Figure C.1 shows the joint distributions of 15-year cost-and-effect differences (increments) for the nondominated teriflunomide (teriflunomide is in the origin of Figure C.1) vs other DMTs.
Figure C.1Probabilistic incremental cost and QALY results in a cost-effectiveness plane for teriflunomide vs other first-line treatments (2000 simulations). DMF = dimethyl fumarate; GA = glatiramer acetate; IFNβ-1a-SC = interferon beta-1a-subcutaneous; IFNβ-1a-IM = interferon beta-1a-intramuscular; IFNβ-1b-SC = interferon beta-1b-subcutaneous; QALY = quality-adjusted life-year.

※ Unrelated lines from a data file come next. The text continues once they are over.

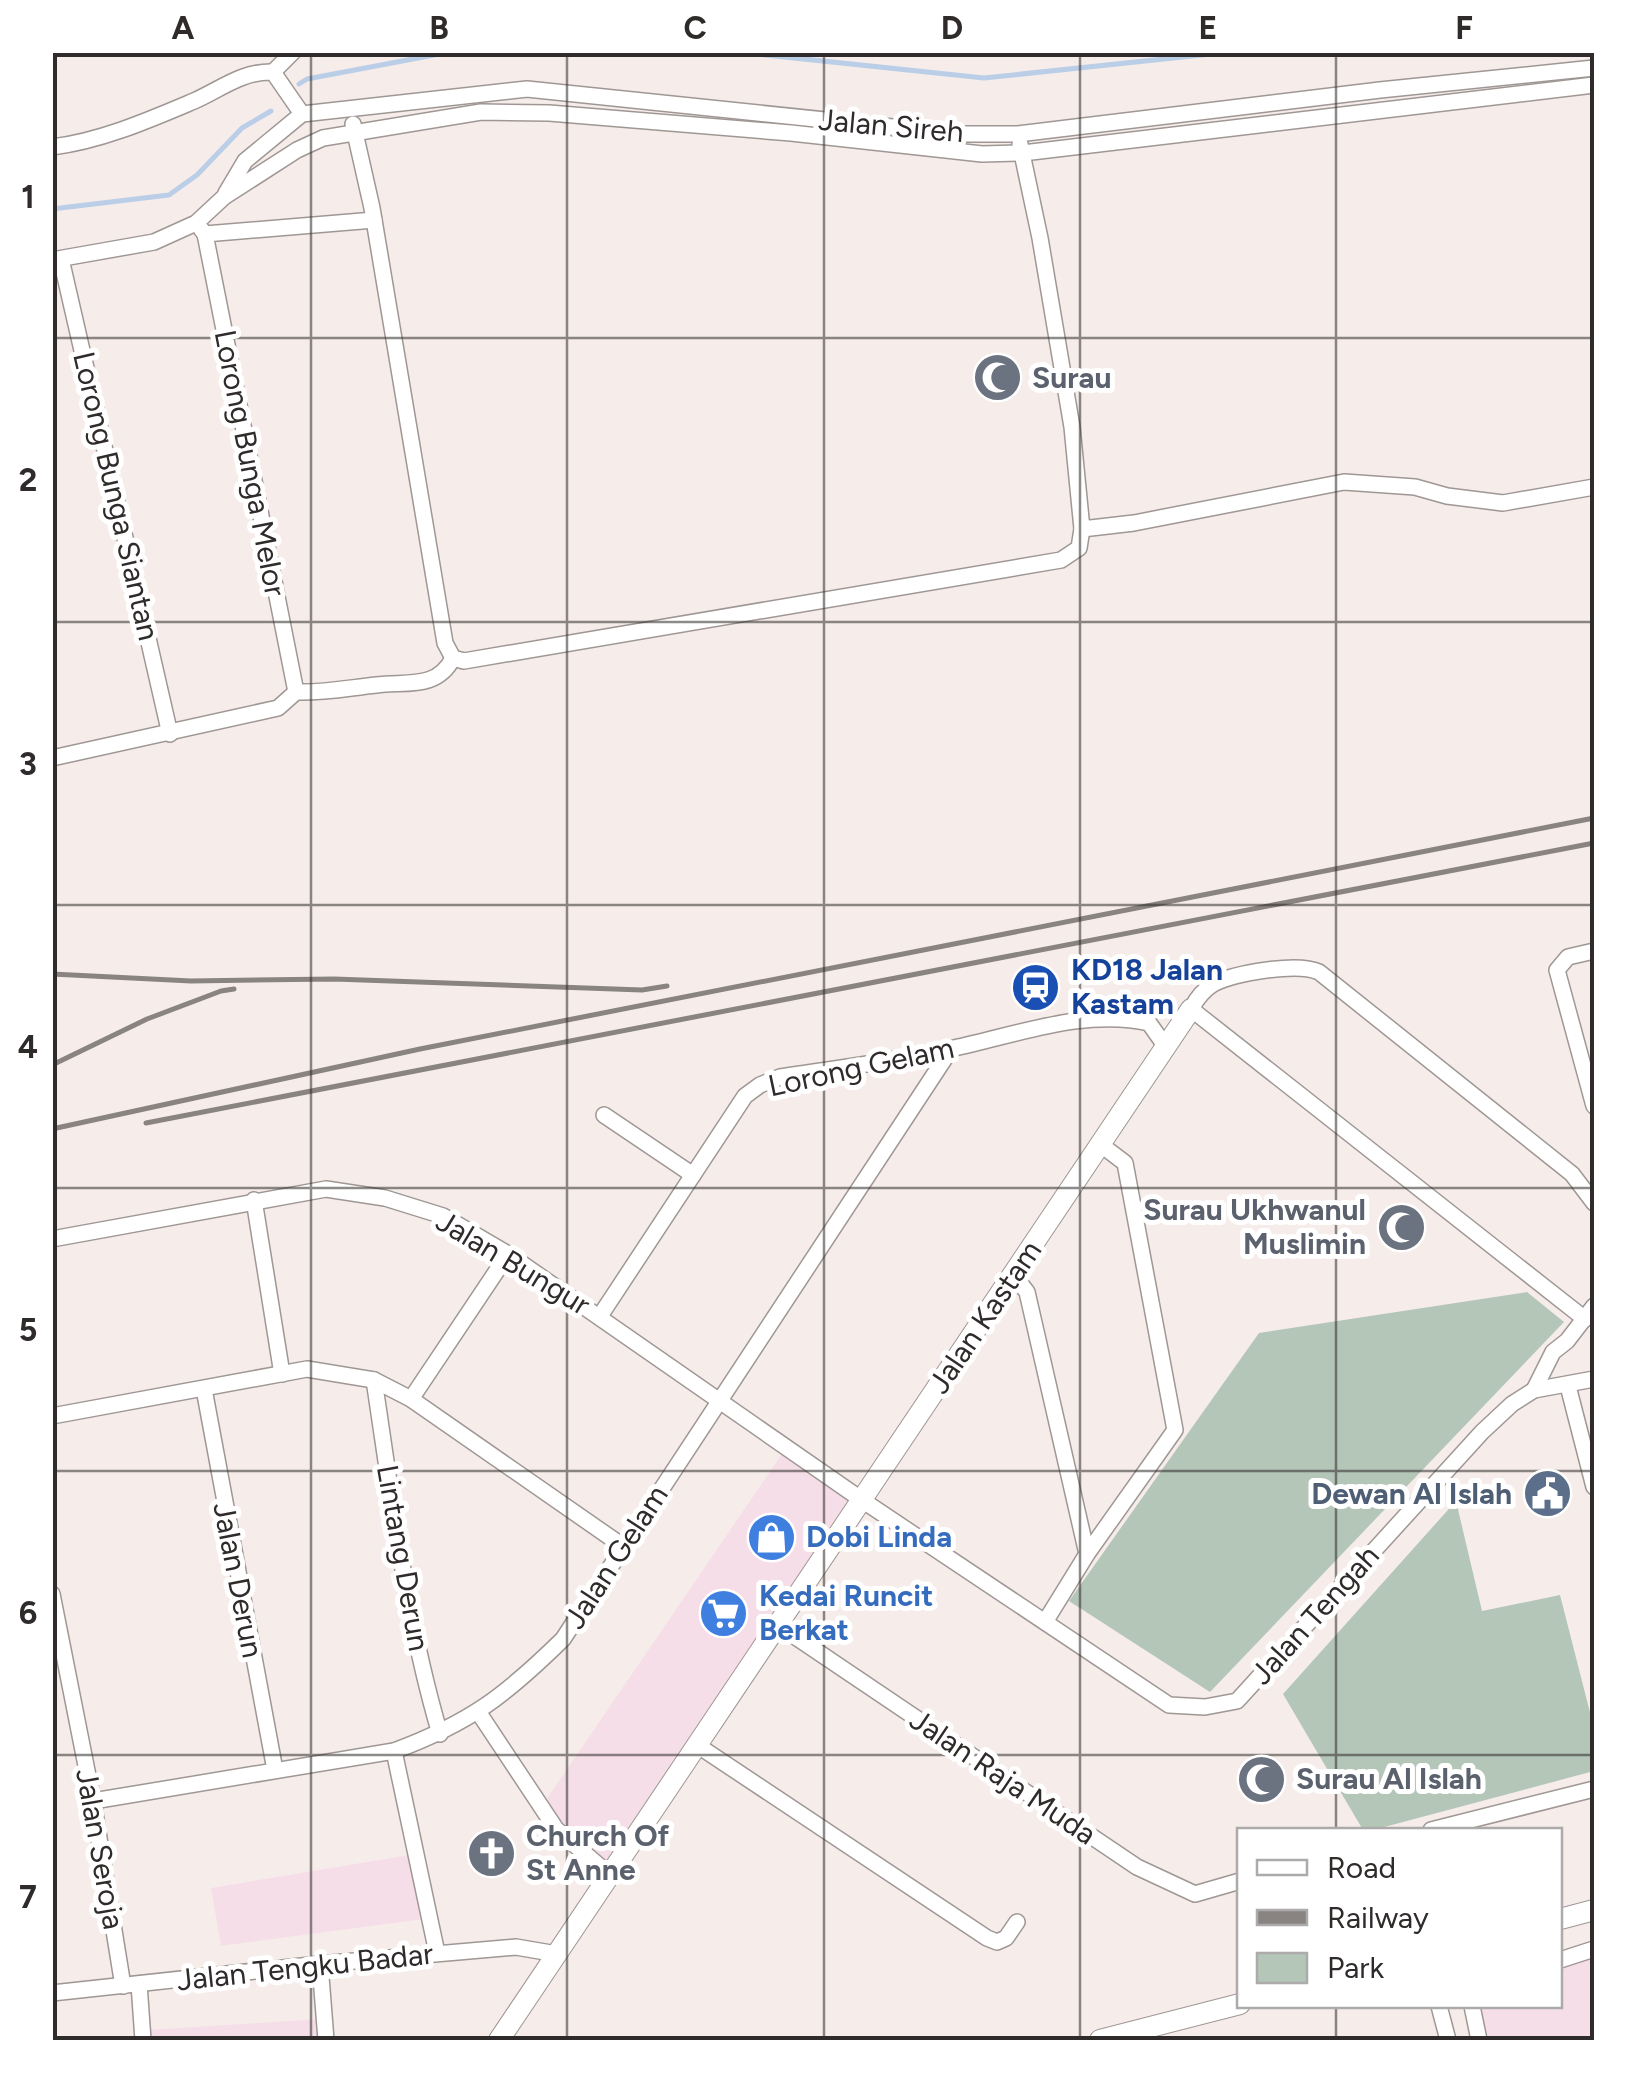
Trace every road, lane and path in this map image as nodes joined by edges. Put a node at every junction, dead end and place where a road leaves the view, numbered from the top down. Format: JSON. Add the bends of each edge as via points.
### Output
{"nodes":[{"id":1,"x":293,"y":52,"type":"edge"},
{"id":2,"x":1594,"y":68,"type":"edge"},
{"id":3,"x":273,"y":72,"type":"junction"},
{"id":4,"x":1594,"y":86,"type":"edge"},
{"id":5,"x":348,"y":111,"type":"junction"},
{"id":6,"x":302,"y":114,"type":"junction"},
{"id":7,"x":357,"y":132,"type":"junction"},
{"id":8,"x":1018,"y":134,"type":"junction"},
{"id":9,"x":52,"y":147,"type":"edge"},
{"id":10,"x":1023,"y":153,"type":"junction"},
{"id":11,"x":224,"y":197,"type":"junction"},
{"id":12,"x":374,"y":220,"type":"junction"},
{"id":13,"x":200,"y":228,"type":"junction"},
{"id":14,"x":57,"y":260,"type":"edge"},
{"id":15,"x":1594,"y":487,"type":"edge"},
{"id":16,"x":1082,"y":529,"type":"junction"},
{"id":17,"x":453,"y":658,"type":"junction"},
{"id":18,"x":296,"y":692,"type":"junction"},
{"id":19,"x":170,"y":734,"type":"junction"},
{"id":20,"x":52,"y":758,"type":"edge"},
{"id":21,"x":1594,"y":951,"type":"edge"},
{"id":22,"x":1192,"y":1008,"type":"junction"},
{"id":23,"x":1166,"y":1047,"type":"junction"},
{"id":24,"x":951,"y":1049,"type":"junction"},
{"id":25,"x":1594,"y":1106,"type":"edge"},
{"id":26,"x":604,"y":1115,"type":"dead end"},
{"id":27,"x":1100,"y":1144,"type":"junction"},
{"id":28,"x":693,"y":1175,"type":"junction"},
{"id":29,"x":254,"y":1200,"type":"junction"},
{"id":30,"x":1594,"y":1203,"type":"edge"},
{"id":31,"x":52,"y":1239,"type":"edge"},
{"id":32,"x":508,"y":1254,"type":"junction"},
{"id":33,"x":1013,"y":1274,"type":"junction"},
{"id":34,"x":1590,"y":1312,"type":"edge"},
{"id":35,"x":600,"y":1316,"type":"junction"},
{"id":36,"x":282,"y":1374,"type":"junction"},
{"id":37,"x":1594,"y":1379,"type":"edge"},
{"id":38,"x":374,"y":1380,"type":"junction"},
{"id":39,"x":1568,"y":1386,"type":"junction"},
{"id":40,"x":204,"y":1389,"type":"junction"},
{"id":41,"x":1534,"y":1390,"type":"junction"},
{"id":42,"x":411,"y":1400,"type":"junction"},
{"id":43,"x":720,"y":1400,"type":"junction"},
{"id":44,"x":52,"y":1416,"type":"edge"},
{"id":45,"x":1593,"y":1480,"type":"edge"},
{"id":46,"x":862,"y":1500,"type":"junction"},
{"id":47,"x":624,"y":1547,"type":"junction"},
{"id":48,"x":1088,"y":1554,"type":"junction"},
{"id":49,"x":53,"y":1605,"type":"edge"},
{"id":50,"x":1045,"y":1622,"type":"junction"},
{"id":51,"x":778,"y":1625,"type":"junction"},
{"id":52,"x":478,"y":1713,"type":"junction"},
{"id":53,"x":440,"y":1734,"type":"junction"},
{"id":54,"x":697,"y":1745,"type":"junction"},
{"id":55,"x":394,"y":1752,"type":"junction"},
{"id":56,"x":275,"y":1770,"type":"junction"},
{"id":57,"x":1594,"y":1788,"type":"edge"},
{"id":58,"x":93,"y":1801,"type":"junction"},
{"id":59,"x":1439,"y":1828,"type":"edge"},
{"id":60,"x":610,"y":1875,"type":"junction"},
{"id":61,"x":1237,"y":1882,"type":"edge"},
{"id":62,"x":1594,"y":1910,"type":"edge"},
{"id":63,"x":1562,"y":1918,"type":"edge"},
{"id":64,"x":1016,"y":1922,"type":"dead end"},
{"id":65,"x":1594,"y":1950,"type":"edge"},
{"id":66,"x":437,"y":1953,"type":"junction"},
{"id":67,"x":556,"y":1954,"type":"junction"},
{"id":68,"x":1562,"y":1959,"type":"edge"},
{"id":69,"x":320,"y":1964,"type":"junction"},
{"id":70,"x":131,"y":1985,"type":"junction"},
{"id":71,"x":52,"y":1993,"type":"edge"},
{"id":72,"x":1237,"y":2005,"type":"edge"},
{"id":73,"x":1440,"y":2008,"type":"edge"},
{"id":74,"x":1472,"y":2008,"type":"edge"},
{"id":75,"x":1128,"y":2037,"type":"edge"},
{"id":76,"x":142,"y":2040,"type":"edge"},
{"id":77,"x":326,"y":2040,"type":"edge"},
{"id":78,"x":499,"y":2040,"type":"edge"},
{"id":79,"x":1100,"y":2040,"type":"edge"},
{"id":80,"x":1448,"y":2040,"type":"edge"},
{"id":81,"x":1479,"y":2040,"type":"edge"}],
"edges":[{"from":1,"to":3,"type":"street"},
{"from":2,"to":8,"type":"street","name":"Jalan Sireh"},
{"from":3,"to":6,"type":"street"},
{"from":3,"to":9,"type":"street","via":[[253,71],[126,128]]},
{"from":4,"to":10,"type":"street","name":"Jalan Sireh"},
{"from":5,"to":6,"type":"street","name":"Jalan Sireh"},
{"from":5,"to":7,"type":"street"},
{"from":5,"to":8,"type":"street","name":"Jalan Sireh","via":[[527,89],[960,134]]},
{"from":6,"to":11,"type":"street","name":"Jalan Sireh","via":[[245,161]]},
{"from":7,"to":10,"type":"street","name":"Jalan Sireh","via":[[482,112],[549,113]]},
{"from":7,"to":11,"type":"street","name":"Jalan Sireh","via":[[296,150]]},
{"from":7,"to":12,"type":"street"},
{"from":8,"to":10,"type":"street"},
{"from":10,"to":16,"type":"street","via":[[1072,427]]},
{"from":11,"to":13,"type":"street","name":"Jalan Sireh"},
{"from":12,"to":13,"type":"street"},
{"from":12,"to":17,"type":"street","via":[[445,643]]},
{"from":13,"to":14,"type":"street","name":"Jalan Sireh"},
{"from":13,"to":18,"type":"street","name":"Lorong Bunga Melor"},
{"from":14,"to":19,"type":"street","name":"Lorong Bunga Siantan"},
{"from":15,"to":16,"type":"street","via":[[1504,503],[1344,482]]},
{"from":16,"to":17,"type":"street","via":[[1078,548],[1062,560]]},
{"from":17,"to":18,"type":"street","via":[[447,671],[418,684]]},
{"from":18,"to":19,"type":"street","via":[[278,708]]},
{"from":19,"to":20,"type":"street"},
{"from":21,"to":25,"type":"street","via":[[1568,958],[1557,970]]},
{"from":22,"to":23,"type":"street","name":"Jalan Kastam"},
{"from":22,"to":30,"type":"street","via":[[1216,983],[1308,966],[1572,1174]]},
{"from":22,"to":34,"type":"street"},
{"from":23,"to":24,"type":"street","name":"Lorong Gelam","via":[[1150,1023],[1123,1016]]},
{"from":23,"to":27,"type":"street","name":"Jalan Kastam"},
{"from":24,"to":28,"type":"street","name":"Lorong Gelam","via":[[760,1084]]},
{"from":24,"to":43,"type":"street","name":"Jalan Gelam"},
{"from":26,"to":28,"type":"street"},
{"from":27,"to":33,"type":"street","name":"Jalan Kastam"},
{"from":27,"to":48,"type":"street","via":[[1125,1164],[1175,1430]]},
{"from":28,"to":35,"type":"street","name":"Lorong Gelam"},
{"from":29,"to":31,"type":"street","name":"Jalan Bungur"},
{"from":29,"to":32,"type":"street","name":"Jalan Bungur","via":[[326,1189],[384,1198],[443,1216]]},
{"from":29,"to":36,"type":"street"},
{"from":32,"to":35,"type":"street","name":"Jalan Bungur"},
{"from":32,"to":42,"type":"street"},
{"from":33,"to":46,"type":"street","name":"Jalan Kastam"},
{"from":33,"to":48,"type":"street","via":[[1028,1292]]},
{"from":34,"to":41,"type":"street","name":"Jalan Tengah","via":[[1553,1352]]},
{"from":35,"to":43,"type":"street","name":"Jalan Bungur"},
{"from":36,"to":38,"type":"street","via":[[307,1370]]},
{"from":36,"to":40,"type":"street"},
{"from":37,"to":39,"type":"street"},
{"from":38,"to":42,"type":"street"},
{"from":38,"to":53,"type":"street","name":"Lintang Derun","via":[[411,1610]]},
{"from":39,"to":41,"type":"street"},
{"from":39,"to":45,"type":"street"},
{"from":40,"to":44,"type":"street"},
{"from":40,"to":56,"type":"street","name":"Jalan Derun"},
{"from":41,"to":50,"type":"street","name":"Jalan Tengah","via":[[1482,1432],[1237,1701],[1169,1705]]},
{"from":42,"to":47,"type":"street"},
{"from":43,"to":46,"type":"street","name":"Jalan Bungur"},
{"from":43,"to":47,"type":"street","name":"Jalan Gelam"},
{"from":46,"to":50,"type":"street","name":"Jalan Tengah"},
{"from":46,"to":51,"type":"street","name":"Jalan Kastam"},
{"from":47,"to":52,"type":"street","name":"Jalan Gelam","via":[[563,1639]]},
{"from":48,"to":50,"type":"street"},
{"from":49,"to":58,"type":"street","name":"Jalan Seroja"},
{"from":51,"to":54,"type":"street","name":"Jalan Kastam"},
{"from":51,"to":61,"type":"street","name":"Jalan Raja Muda","via":[[1137,1866],[1195,1894]]},
{"from":52,"to":53,"type":"street","name":"Jalan Gelam"},
{"from":52,"to":60,"type":"street","via":[[556,1830]]},
{"from":53,"to":55,"type":"street","name":"Jalan Gelam"},
{"from":54,"to":60,"type":"street","name":"Jalan Kastam"},
{"from":54,"to":64,"type":"street","via":[[987,1938],[1006,1938]]},
{"from":55,"to":56,"type":"street","name":"Jalan Gelam"},
{"from":55,"to":66,"type":"street"},
{"from":56,"to":58,"type":"street","name":"Jalan Gelam"},
{"from":57,"to":59,"type":"street"},
{"from":58,"to":70,"type":"street","name":"Jalan Seroja"},
{"from":60,"to":67,"type":"street","name":"Jalan Kastam"},
{"from":62,"to":63,"type":"street"},
{"from":65,"to":68,"type":"street"},
{"from":66,"to":67,"type":"street","name":"Jalan Tengku Badar","via":[[516,1947]]},
{"from":66,"to":69,"type":"street","name":"Jalan Tengku Badar"},
{"from":67,"to":78,"type":"street","name":"Jalan Kastam"},
{"from":69,"to":70,"type":"street","name":"Jalan Tengku Badar"},
{"from":69,"to":77,"type":"street"},
{"from":70,"to":71,"type":"street","name":"Jalan Tengku Badar"},
{"from":70,"to":76,"type":"street","name":"Jalan Seroja"},
{"from":72,"to":75,"type":"street"},
{"from":73,"to":80,"type":"street"},
{"from":74,"to":81,"type":"street"},
{"from":75,"to":79,"type":"street"}]}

Figure C.2 depicts the cost-effectiveness acceptability frontier (CEAF). Based on the CEAF, teriflunomide had more than 50% cost-effectiveness probabilities with ICERs less than 77,416 vs other first-line DMTs for RRMS (Figure C.2).
According to Bayesian treatment ranking, teriflunomide was the best option, with a willingness-to-pay threshold of €0 (99.9%), €25,000 (100.0%), €37,000 (100.0%), €55,000 (96.2%), and €68,000 (75.2%) per QALY gained.